Gellor swallowed hard and with crabbed fingers managed to pull his leather eye patch down to cover the enchanted gem that served as his left eye. "Your energy is greater than mine, Gord, or else your constitution is stronger. Either way, I can’t view the place through the ocular. Too much can be seen that way."

"Not likely, you old wolf!" Gord countered, squeezing his comrade's shoulder in a gesture of both sharing and reassurance. Gord, as the champion of Balance, had been imbued with a deep and lasting vitality from many supernatural sources. In all, however, the one-eyed troubador was his equal. Gellor too had received energies, been gifted with power, and granted strength beyond the ken of mortals. "I'd wager it's the perspective, not the prospect, which so disconcerts you."
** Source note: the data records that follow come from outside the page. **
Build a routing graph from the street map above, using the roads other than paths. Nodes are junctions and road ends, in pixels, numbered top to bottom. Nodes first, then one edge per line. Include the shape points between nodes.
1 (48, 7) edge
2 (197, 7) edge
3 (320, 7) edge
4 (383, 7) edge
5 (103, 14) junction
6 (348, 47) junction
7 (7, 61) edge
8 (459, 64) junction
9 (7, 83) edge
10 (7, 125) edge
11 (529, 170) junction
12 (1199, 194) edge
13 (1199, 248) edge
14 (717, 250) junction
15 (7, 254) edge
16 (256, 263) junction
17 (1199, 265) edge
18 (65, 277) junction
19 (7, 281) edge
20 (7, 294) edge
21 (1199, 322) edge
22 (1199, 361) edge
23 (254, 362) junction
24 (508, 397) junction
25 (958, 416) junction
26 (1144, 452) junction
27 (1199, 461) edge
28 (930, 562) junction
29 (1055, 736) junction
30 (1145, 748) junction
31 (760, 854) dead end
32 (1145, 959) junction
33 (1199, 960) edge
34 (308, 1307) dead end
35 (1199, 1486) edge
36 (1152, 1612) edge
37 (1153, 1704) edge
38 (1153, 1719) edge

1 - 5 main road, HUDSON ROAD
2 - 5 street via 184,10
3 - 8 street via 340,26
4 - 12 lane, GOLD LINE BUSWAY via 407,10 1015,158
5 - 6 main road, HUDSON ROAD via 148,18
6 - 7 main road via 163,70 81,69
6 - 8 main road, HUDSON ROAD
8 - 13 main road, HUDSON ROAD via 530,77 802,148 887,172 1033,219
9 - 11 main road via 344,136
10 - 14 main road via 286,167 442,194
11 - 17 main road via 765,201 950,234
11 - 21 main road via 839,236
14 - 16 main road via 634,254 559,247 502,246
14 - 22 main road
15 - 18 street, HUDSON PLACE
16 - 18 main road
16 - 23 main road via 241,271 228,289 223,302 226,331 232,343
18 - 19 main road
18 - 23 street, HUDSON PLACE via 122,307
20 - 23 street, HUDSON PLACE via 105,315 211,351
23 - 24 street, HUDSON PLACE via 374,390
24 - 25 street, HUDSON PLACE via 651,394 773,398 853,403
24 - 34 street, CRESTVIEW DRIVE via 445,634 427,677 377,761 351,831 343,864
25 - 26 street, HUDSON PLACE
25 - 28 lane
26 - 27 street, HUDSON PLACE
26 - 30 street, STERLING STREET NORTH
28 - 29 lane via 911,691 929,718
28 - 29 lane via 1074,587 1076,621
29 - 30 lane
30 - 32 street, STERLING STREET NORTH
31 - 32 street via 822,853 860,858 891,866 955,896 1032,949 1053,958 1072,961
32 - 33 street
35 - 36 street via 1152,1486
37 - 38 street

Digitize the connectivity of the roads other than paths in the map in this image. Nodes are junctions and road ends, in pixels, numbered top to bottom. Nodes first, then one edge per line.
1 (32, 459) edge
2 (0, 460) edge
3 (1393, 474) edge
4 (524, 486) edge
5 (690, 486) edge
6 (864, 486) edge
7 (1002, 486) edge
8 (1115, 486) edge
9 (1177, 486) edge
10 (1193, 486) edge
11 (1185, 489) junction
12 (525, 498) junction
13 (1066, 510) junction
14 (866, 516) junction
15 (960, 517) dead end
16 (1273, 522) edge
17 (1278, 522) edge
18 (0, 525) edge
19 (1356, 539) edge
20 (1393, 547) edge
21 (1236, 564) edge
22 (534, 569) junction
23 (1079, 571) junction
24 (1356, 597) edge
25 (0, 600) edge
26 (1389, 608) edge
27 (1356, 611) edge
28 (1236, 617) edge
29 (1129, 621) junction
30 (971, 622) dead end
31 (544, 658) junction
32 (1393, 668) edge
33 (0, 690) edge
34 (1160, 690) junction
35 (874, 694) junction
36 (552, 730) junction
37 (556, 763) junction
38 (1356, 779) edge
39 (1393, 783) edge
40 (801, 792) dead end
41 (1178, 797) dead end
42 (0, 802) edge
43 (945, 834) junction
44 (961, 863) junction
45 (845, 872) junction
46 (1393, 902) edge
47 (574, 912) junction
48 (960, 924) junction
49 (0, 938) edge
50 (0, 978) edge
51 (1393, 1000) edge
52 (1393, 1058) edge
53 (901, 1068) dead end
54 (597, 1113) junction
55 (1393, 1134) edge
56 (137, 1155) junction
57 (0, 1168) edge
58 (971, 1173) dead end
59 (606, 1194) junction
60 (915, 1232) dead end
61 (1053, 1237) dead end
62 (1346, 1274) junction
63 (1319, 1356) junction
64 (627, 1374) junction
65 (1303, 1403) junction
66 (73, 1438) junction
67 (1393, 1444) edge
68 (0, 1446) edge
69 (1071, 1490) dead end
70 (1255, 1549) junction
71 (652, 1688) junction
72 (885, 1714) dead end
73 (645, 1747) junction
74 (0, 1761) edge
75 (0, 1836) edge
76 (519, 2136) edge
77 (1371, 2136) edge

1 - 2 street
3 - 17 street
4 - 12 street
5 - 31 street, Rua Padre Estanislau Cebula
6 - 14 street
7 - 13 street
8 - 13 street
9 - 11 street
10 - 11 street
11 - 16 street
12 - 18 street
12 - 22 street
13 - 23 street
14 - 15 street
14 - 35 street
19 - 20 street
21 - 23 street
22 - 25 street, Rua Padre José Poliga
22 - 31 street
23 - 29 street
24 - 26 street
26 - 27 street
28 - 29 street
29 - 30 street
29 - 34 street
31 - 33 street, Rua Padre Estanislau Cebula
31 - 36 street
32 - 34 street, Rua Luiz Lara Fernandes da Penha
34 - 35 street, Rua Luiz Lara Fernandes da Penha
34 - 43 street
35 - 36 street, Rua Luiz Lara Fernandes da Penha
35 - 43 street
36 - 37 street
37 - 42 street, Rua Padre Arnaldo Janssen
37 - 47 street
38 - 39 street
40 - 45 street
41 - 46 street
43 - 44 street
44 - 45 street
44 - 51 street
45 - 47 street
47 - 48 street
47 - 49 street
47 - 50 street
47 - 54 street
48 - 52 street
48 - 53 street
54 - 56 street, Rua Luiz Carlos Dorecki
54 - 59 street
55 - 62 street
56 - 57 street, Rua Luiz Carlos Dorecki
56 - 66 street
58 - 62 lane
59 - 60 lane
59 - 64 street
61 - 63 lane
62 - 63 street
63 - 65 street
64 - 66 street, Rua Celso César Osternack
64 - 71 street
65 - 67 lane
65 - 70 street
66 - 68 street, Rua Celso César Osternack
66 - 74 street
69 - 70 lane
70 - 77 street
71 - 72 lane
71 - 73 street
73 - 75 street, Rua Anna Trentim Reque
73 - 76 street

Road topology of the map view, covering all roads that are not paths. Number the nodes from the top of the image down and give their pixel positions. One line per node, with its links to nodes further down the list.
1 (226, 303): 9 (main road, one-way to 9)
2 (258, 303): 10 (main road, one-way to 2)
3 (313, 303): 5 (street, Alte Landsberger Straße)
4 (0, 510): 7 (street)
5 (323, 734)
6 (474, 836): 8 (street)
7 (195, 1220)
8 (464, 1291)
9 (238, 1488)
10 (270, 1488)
That remark, meant in Jest but taken more seriously, gave Gellor pause. Gord obviously referred to their situation and status. Always in the past it had been the bard who knew more, discovered more, and was in charge. Gord had been like an apprentice, a wayward nephew, then almost a protege. Now the roles were reversed, and Gellor accompanied his young friend as a lieutenant. Gord shared information, but there were certain things Gellor was not privy to, despite that. That circumstance existed because of the responsibility the young man bore, and because Gord must bear it, not because Gord desired to surpass his friend or to dominate him. "Perhaps you do see things better than I," Gellor finally said as the spinning vortex loomed to fill the whole of their universe. "I am unused to reliance on another, albeit even a minor dependence and from a bosom companion."

"This is a fearsome thing we do," Gord said. "Who can feel anything but dread when confronting the mouth of the Abyss?"

"It is like no other plane," Gellor said with a choked voice. "You have walked in Shadow, dwelled on the sphere of the Catlord, and sojourned in aether and astrality; but this. ."

"Don't forget I've brushed the interlinked planes of the elements, Gellor — even seen the fuicrum of positive and negative, sailed upon the vast Ocean of Thought."

The grizzled troubador nodded vigorously at that. "None of which could have prepared you for. . this!" he nearly shouted, waving wildly to indicate the now all-encompassing expanse of the first tier of the chaotic evil sphere known as the Abyss, the realm of all demonkind. "I have in my time had to deal with the charnel vistas of Acheron, and seek certain objects in the riotous horror of Pandemonium. Not even those places prepared me for what we now must face!"

"Face? More than that, dear friend, more! We are to enter, traverse, and make this place our own,"

Gord said with a grim smile.


After being armed, armored, and equipped with all that the masters of neutrality could provide, he and the bard had simultaneously touched the intricately worked buckles of their girdles. Each buckle was imbued with those dweomers that enabled the two to traverse the infinity of places that constitutes the cosmos, the endless spheres of the multiverse. Each device was rune-worked, sigil-covered, studded, and bore a spiderweb tracery of marks in strange and rare metals. A touch and a thought; then Gord and Gellor were no longer in the realm of Rexfelis, master of all felines. One moment there was the assembly of the Lords of Balance; the next instant, Gord and his companion were elsewhere.

In the pearlescent twilight of the Aethereal Plane, Gord and Gellor fairly glowed with the strength of their internal powers, while the many magical items each bore radiated intense auras of their own. When Gellor remarked on the rather obvious locating and identifying effect coming from this emanation of dweomer, that caused Gord to consider cloaking both of them. By merely concentrating on his own amulet, a device that screened its wearer from magical locating and spying, the young champion was able to determine what needed to be done. By mentally weaving a screen of force to close in the radiations, by bending some forces and by altering others, he was able to dim the aura around them.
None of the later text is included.